Jumat, 22 Juli 2016

LOYAL (bagian 1)

    Di balik pintu besi bercat putih dan merah anjing bersuara "bariton" itu diamankan. Saat aku  menyapu halaman,dia pasti menggonggong. Bahkan aku mendengar suara "grrrr" diakhir gonggongannya. Seram, tapi membuatku penasaran. Apakah segagah suaranya? Aku belum pernah melihat seperti apa wujudnya. Memang baru seminggu aku pindah ke lingkungan baru nan hijau itu. Jadi kami belum saling kenal.


Suatu saat,rasa penasaranku tak terbendung lagi. Aku ingin mengintipnya dengan menaiki tembok itu. Bukan perkara sulit menaiki tembok serendah itu,apalagi bersebelahan dengan rumahku.Aku hanya berjaga dari tatapan aneh dan curiga orang lewat atau barangkali saja tetangga depan rumah mengintip dari balik korden. 


Satu ,dua ,tiga happ ..aku sudah menaiki tembok. Kulongokkan kepalaku, anjing itu sedang tidur, tampaknya pulas, pantas saja dia tidak menggonggong. Kutegaskan pandanganku, ku amati anjing itu.
Aku segera turun dari tembok rendah itu dengan badan gemetar. Sungguh bukan karena takut tetapi karena kaget dan pilu yang menjelu.
Anjing besar dan gagah berbulu coklat. Namun sungguh malang, salah satu kakinya tidak ada dan ada bekas luka di bagian wajah.


**


Sore itu...

Aku duduk termenung di teras rumah. Rasa penasaranku melihat anjing itu sudah terpenuhi. Namun muncul penasaran yang lain,apa yang terjadi dengannya?


"Alif , kenapa melamun dan murung begitu Nak?"


"Ah,tidak apa-apa Bu. Ibu mau pergi?"


"Iya,ke tetangga sebelah, sejak pindah kita kan belum berkenalan."


Spontan aku bangun dari dudukku


"Alif ikut boleh kan Bu?"


**


Aku sangat terkejut saat pemilik rumah itu membuka pintu rumahnya.

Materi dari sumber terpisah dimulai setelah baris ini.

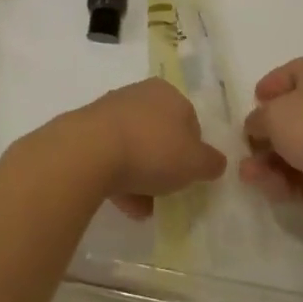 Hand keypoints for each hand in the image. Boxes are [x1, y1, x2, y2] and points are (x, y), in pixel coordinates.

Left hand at [57, 79, 225, 219]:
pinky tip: (123, 204)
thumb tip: (215, 162)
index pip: (190, 120)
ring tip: (143, 208)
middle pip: (160, 134)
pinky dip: (119, 179)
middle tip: (167, 192)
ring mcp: (109, 111)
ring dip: (141, 177)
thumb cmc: (152, 149)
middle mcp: (139, 94)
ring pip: (134, 147)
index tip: (189, 175)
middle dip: (165, 165)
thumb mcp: (195, 162)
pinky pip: (111, 157)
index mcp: (168, 93)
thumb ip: (210, 162)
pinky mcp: (87, 131)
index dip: (193, 150)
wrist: (89, 151)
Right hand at [241, 57, 302, 222]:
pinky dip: (285, 182)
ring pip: (293, 151)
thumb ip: (257, 119)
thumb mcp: (273, 114)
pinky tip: (272, 190)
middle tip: (246, 147)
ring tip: (249, 175)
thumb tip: (256, 126)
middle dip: (263, 135)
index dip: (272, 84)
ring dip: (268, 163)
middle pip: (289, 117)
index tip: (255, 99)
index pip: (293, 73)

Seorang pria tua  berwajah bersih bersinar mengenakan baju koko dan peci. Aku melirik ayah dan ibuku,biasa saja, tidak nampak terkejut. Beberapa saat kemudian seorang wanita berjilbab putih dengan wajah tak kalah "bersinar" muncul.

Mereka sangat menyenangkan. Komunikatif, pendengar yang baik dan ramah.
Cukup lama kami bertamu.  Mengobrol banyak hal. Tentu saja aku lebih banyak diam sambil menikmati kue dan coklat lezat yang dihidangkan. Sebenarnya aku ingin bertanya tentang anjing itu  tetapi aku merasa ragu,sungkan dan sedikit takut.

Sesampai di rumah aku bertanya pada Ayah,mengapa Pak Tatang tetangga sebelah itu memelihara anjing?. Ayah tersenyum.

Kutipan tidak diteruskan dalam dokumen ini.